Your instructions =>
When you reach the records below, output every one exactly as written but leave out any pictures.

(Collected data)

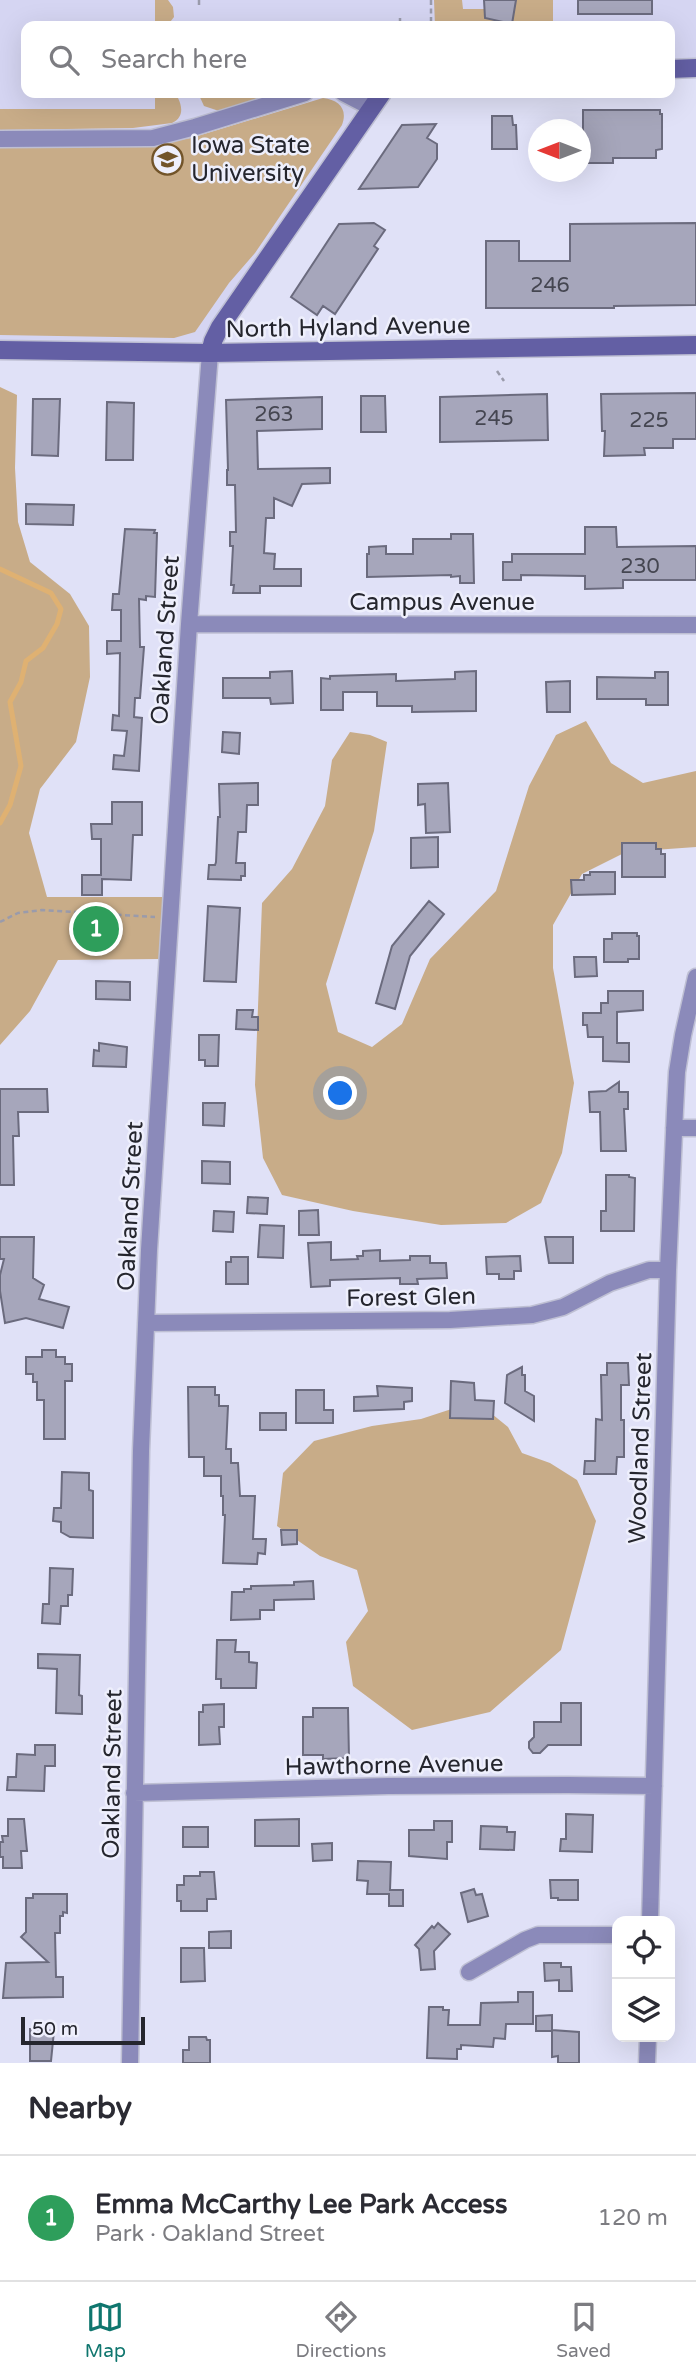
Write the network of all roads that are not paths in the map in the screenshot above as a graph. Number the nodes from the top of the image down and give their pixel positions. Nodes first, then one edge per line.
1 (696, 68) edge
2 (675, 69) edge
3 (289, 98) edge
4 (376, 100) edge
5 (0, 139) edge
6 (696, 345) edge
7 (0, 350) edge
8 (210, 354) junction
9 (189, 624) junction
10 (696, 625) edge
11 (696, 977) edge
12 (674, 1128) junction
13 (696, 1128) edge
14 (668, 1270) junction
15 (146, 1324) junction
16 (654, 1786) junction
17 (134, 1793) junction
18 (650, 1916) edge
19 (612, 1935) edge
20 (469, 1972) dead end
21 (648, 2042) edge
22 (130, 2063) edge
23 (647, 2063) edge

1 - 2 main road
3 - 5 street
4 - 8 main road
6 - 8 main road, North Hyland Avenue
7 - 8 main road, North Hyland Avenue
8 - 9 street, Oakland Street
9 - 10 street, Campus Avenue
9 - 15 street, Oakland Street
11 - 12 street, Woodland Street
12 - 13 street
12 - 14 street, Woodland Street
14 - 15 street, Forest Glen
14 - 16 street, Woodland Street
15 - 17 street, Oakland Street
16 - 17 street, Hawthorne Avenue
16 - 18 street, Woodland Street
17 - 22 street, Oakland Street
19 - 20 street
21 - 23 street

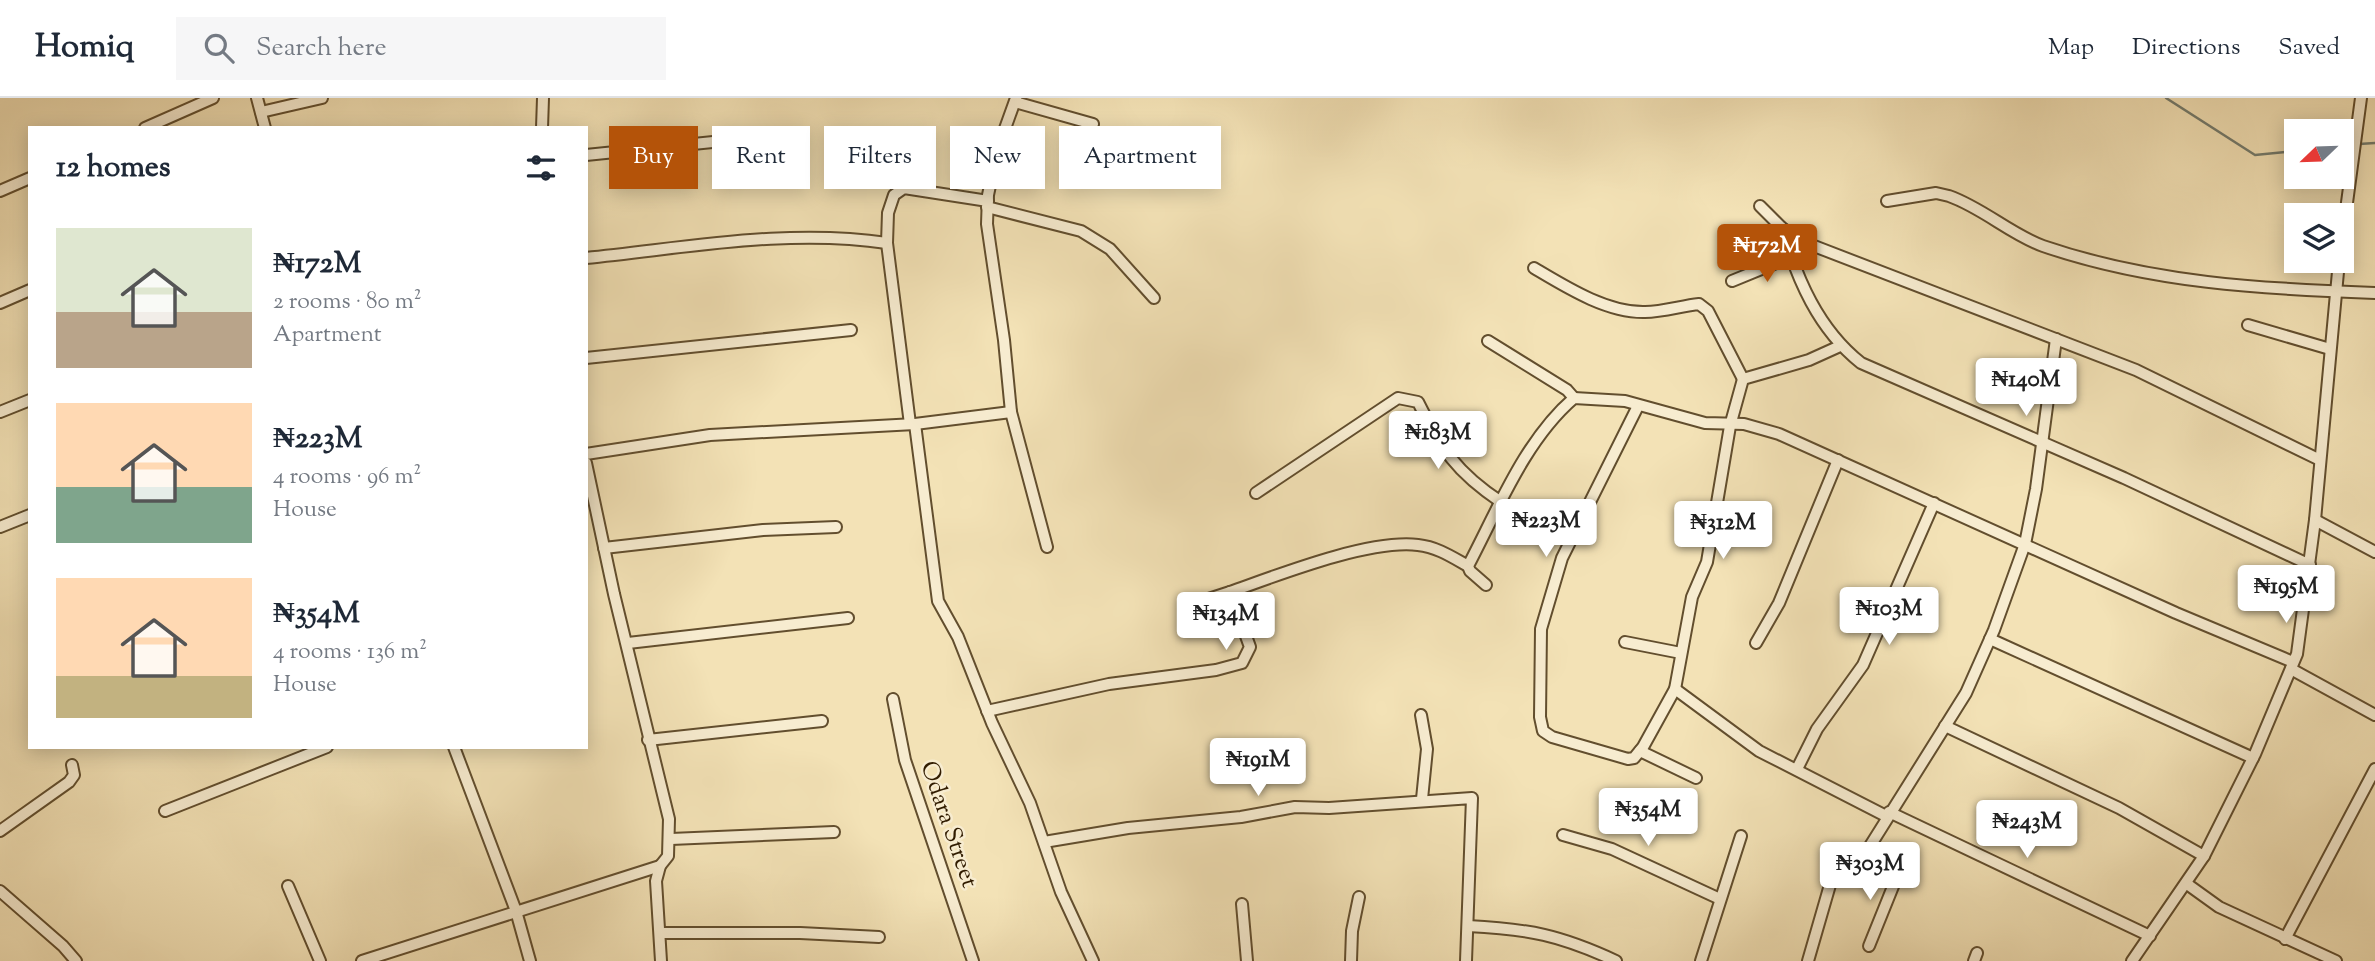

Reply to the exercise =>
Write the network of all roads that are not paths in the map in the screenshot above as a graph. Number the nodes from the top of the image down and give their pixel positions. Nodes first, then one edge per line.
1 (696, 68) edge
2 (675, 69) edge
3 (289, 98) edge
4 (376, 100) edge
5 (0, 139) edge
6 (696, 345) edge
7 (0, 350) edge
8 (210, 354) junction
9 (189, 624) junction
10 (696, 625) edge
11 (696, 977) edge
12 (674, 1128) junction
13 (696, 1128) edge
14 (668, 1270) junction
15 (146, 1324) junction
16 (654, 1786) junction
17 (134, 1793) junction
18 (650, 1916) edge
19 (612, 1935) edge
20 (469, 1972) dead end
21 (648, 2042) edge
22 (130, 2063) edge
23 (647, 2063) edge

1 - 2 main road
3 - 5 street
4 - 8 main road
6 - 8 main road, North Hyland Avenue
7 - 8 main road, North Hyland Avenue
8 - 9 street, Oakland Street
9 - 10 street, Campus Avenue
9 - 15 street, Oakland Street
11 - 12 street, Woodland Street
12 - 13 street
12 - 14 street, Woodland Street
14 - 15 street, Forest Glen
14 - 16 street, Woodland Street
15 - 17 street, Oakland Street
16 - 17 street, Hawthorne Avenue
16 - 18 street, Woodland Street
17 - 22 street, Oakland Street
19 - 20 street
21 - 23 street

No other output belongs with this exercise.